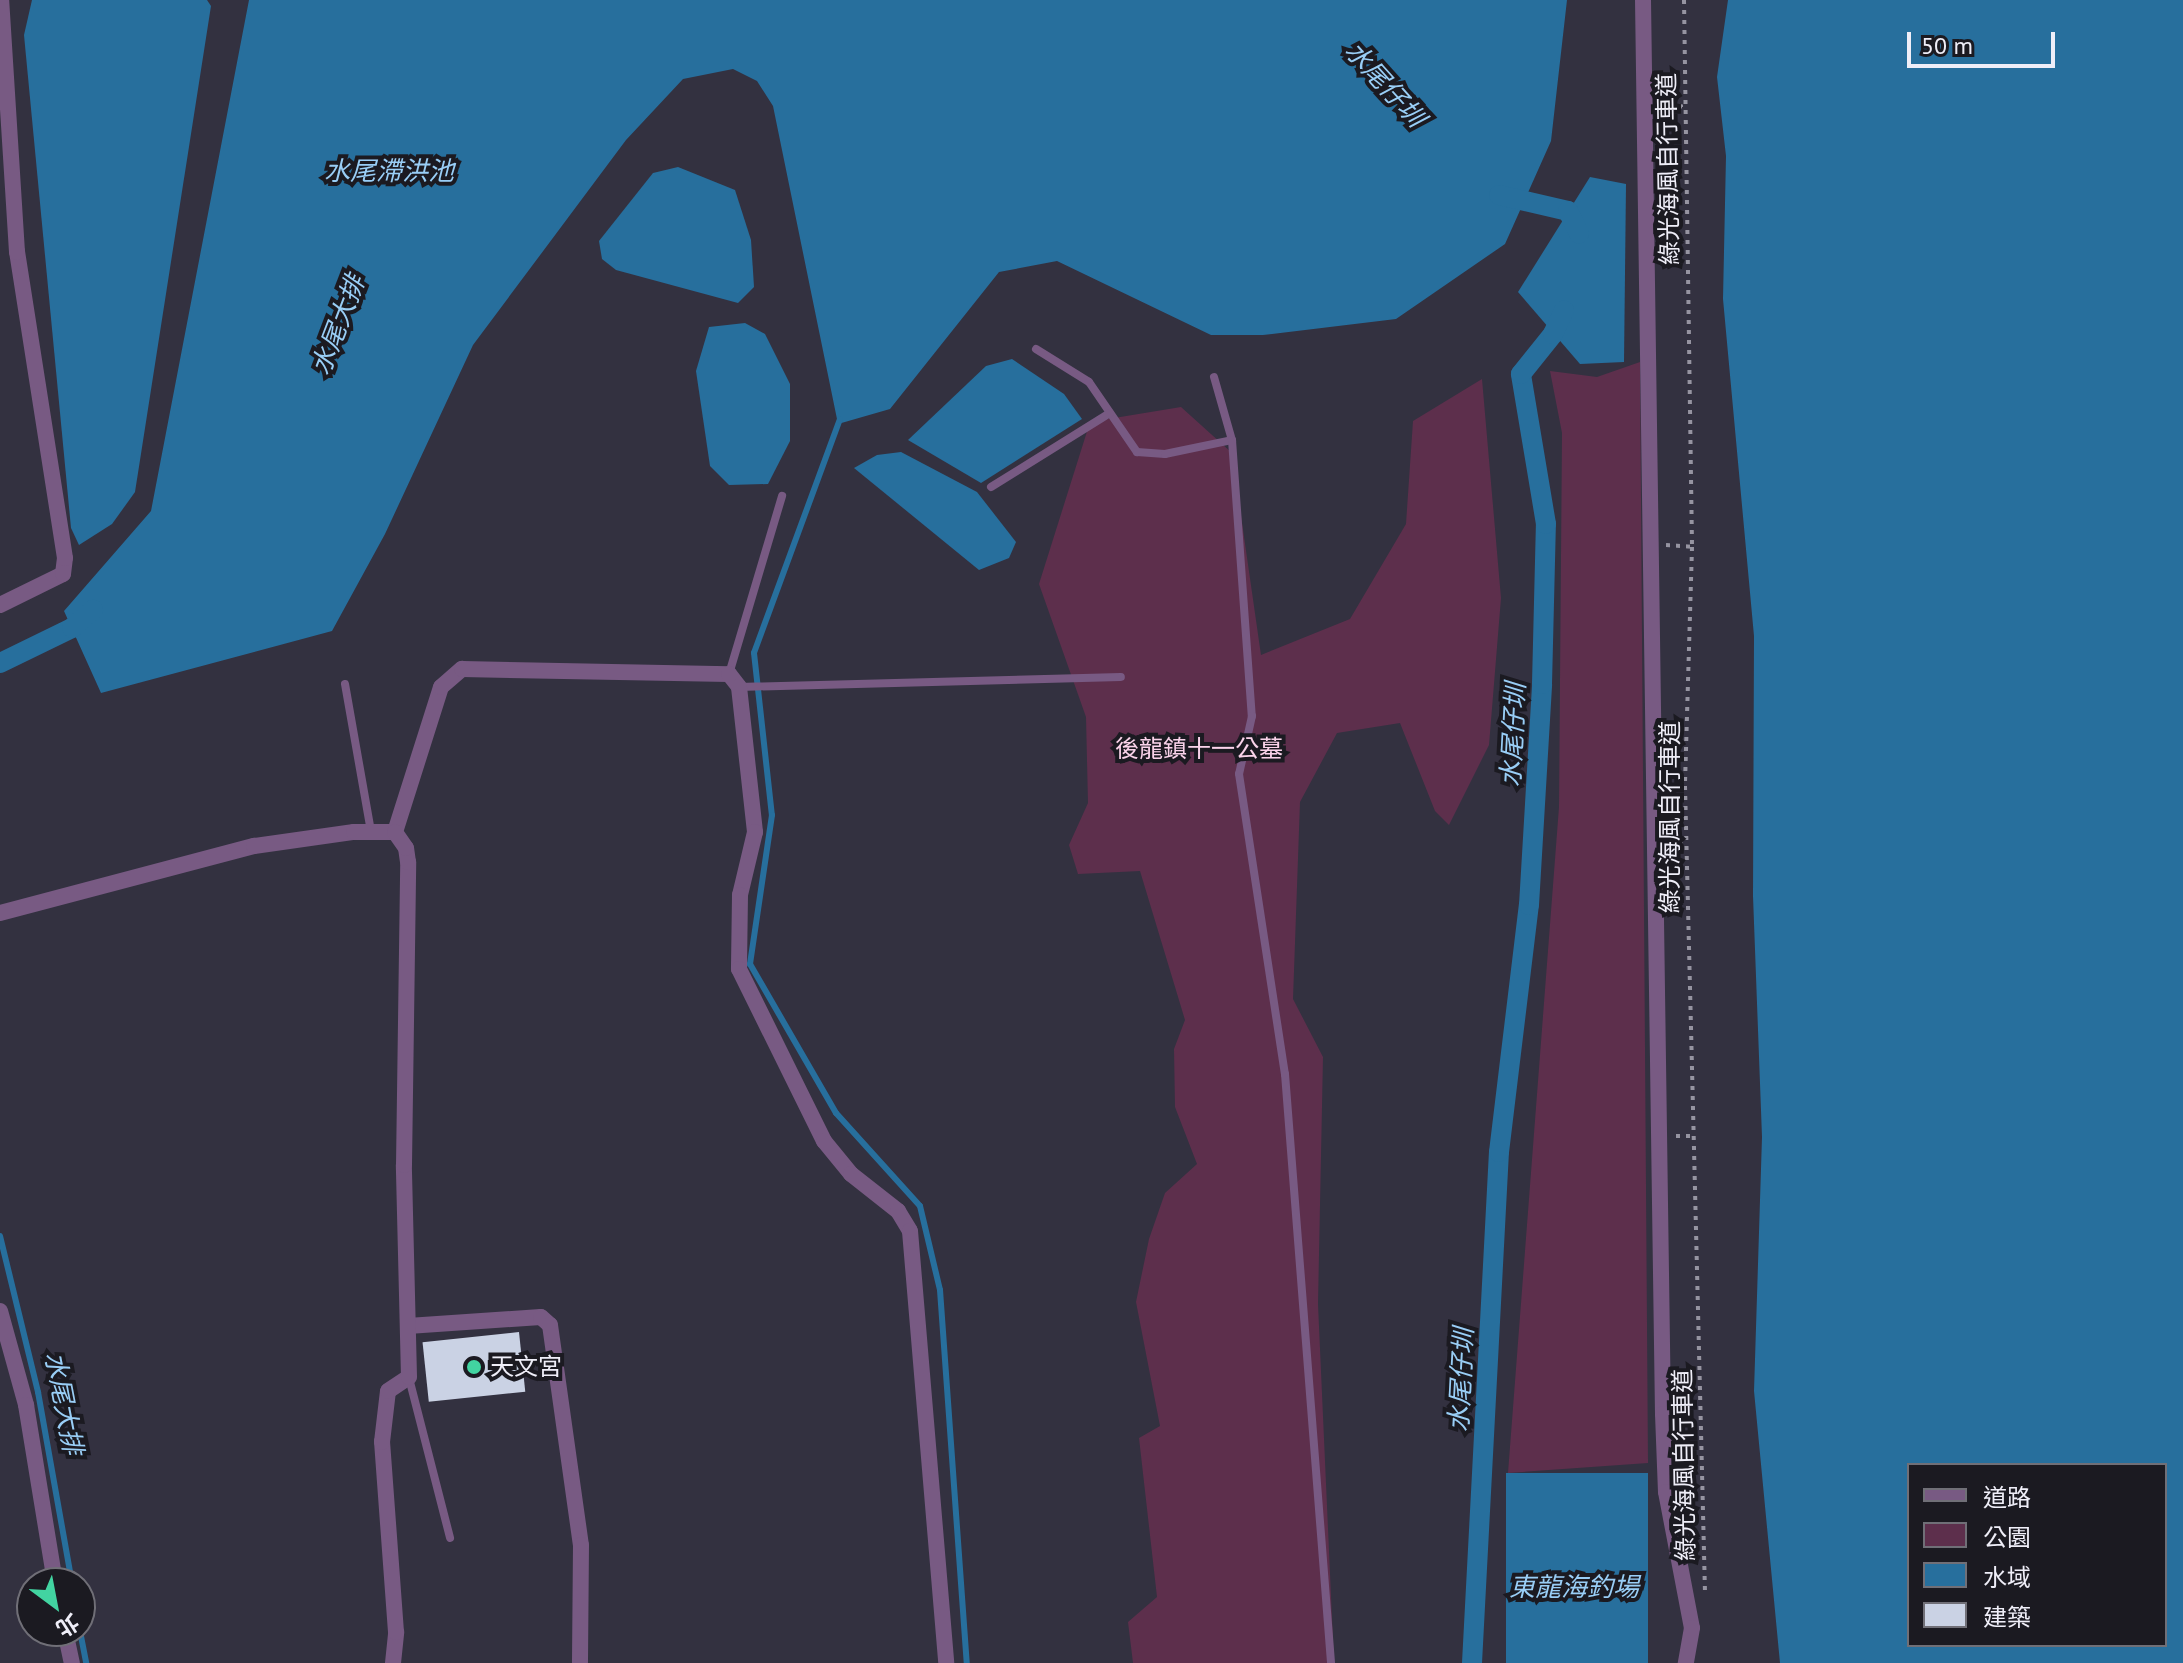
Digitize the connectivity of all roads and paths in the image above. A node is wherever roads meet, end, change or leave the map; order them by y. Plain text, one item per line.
1 (1, 0) edge
2 (1643, 0) edge
3 (1684, 0) edge
4 (1645, 100) junction
5 (1684, 107) junction
6 (1036, 349) dead end
7 (1214, 377) dead end
8 (1110, 413) junction
9 (1232, 440) junction
10 (991, 487) dead end
11 (782, 496) dead end
12 (1652, 544) junction
13 (1692, 547) junction
14 (0, 605) edge
15 (1121, 677) dead end
16 (739, 683) junction
17 (345, 684) dead end
18 (371, 832) junction
19 (395, 832) junction
20 (0, 913) edge
21 (0, 1311) edge
22 (408, 1326) junction
23 (409, 1377) junction
24 (450, 1538) dead end
25 (52, 1567) edge
26 (1705, 1602) dead end
27 (393, 1663) edge
28 (580, 1663) edge
29 (946, 1663) edge
30 (1331, 1663) edge
31 (1686, 1663) edge

1 - 14 street
2 - 4 street
3 - 5 path, 綠光海風自行車道
4 - 5 path
4 - 12 street
5 - 13 path, 綠光海風自行車道
6 - 8 lane
7 - 9 lane
8 - 9 lane
8 - 10 lane
9 - 30 lane
11 - 16 lane
12 - 13 path
12 - 31 street
13 - 26 path, 綠光海風自行車道
15 - 16 lane
16 - 19 street
16 - 29 street
17 - 18 lane
18 - 19 street
18 - 20 street
19 - 22 street
21 - 25 street
22 - 23 street
22 - 28 street
23 - 24 lane
23 - 27 street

WORK TO COMPLETE -
Your answer should be an exact copy of the entries above, with no images included.

ANSWER -
Digitize the connectivity of all roads and paths in the image above. A node is wherever roads meet, end, change or leave the map; order them by y. Plain text, one item per line.
1 (1, 0) edge
2 (1643, 0) edge
3 (1684, 0) edge
4 (1645, 100) junction
5 (1684, 107) junction
6 (1036, 349) dead end
7 (1214, 377) dead end
8 (1110, 413) junction
9 (1232, 440) junction
10 (991, 487) dead end
11 (782, 496) dead end
12 (1652, 544) junction
13 (1692, 547) junction
14 (0, 605) edge
15 (1121, 677) dead end
16 (739, 683) junction
17 (345, 684) dead end
18 (371, 832) junction
19 (395, 832) junction
20 (0, 913) edge
21 (0, 1311) edge
22 (408, 1326) junction
23 (409, 1377) junction
24 (450, 1538) dead end
25 (52, 1567) edge
26 (1705, 1602) dead end
27 (393, 1663) edge
28 (580, 1663) edge
29 (946, 1663) edge
30 (1331, 1663) edge
31 (1686, 1663) edge

1 - 14 street
2 - 4 street
3 - 5 path, 綠光海風自行車道
4 - 5 path
4 - 12 street
5 - 13 path, 綠光海風自行車道
6 - 8 lane
7 - 9 lane
8 - 9 lane
8 - 10 lane
9 - 30 lane
11 - 16 lane
12 - 13 path
12 - 31 street
13 - 26 path, 綠光海風自行車道
15 - 16 lane
16 - 19 street
16 - 29 street
17 - 18 lane
18 - 19 street
18 - 20 street
19 - 22 street
21 - 25 street
22 - 23 street
22 - 28 street
23 - 24 lane
23 - 27 street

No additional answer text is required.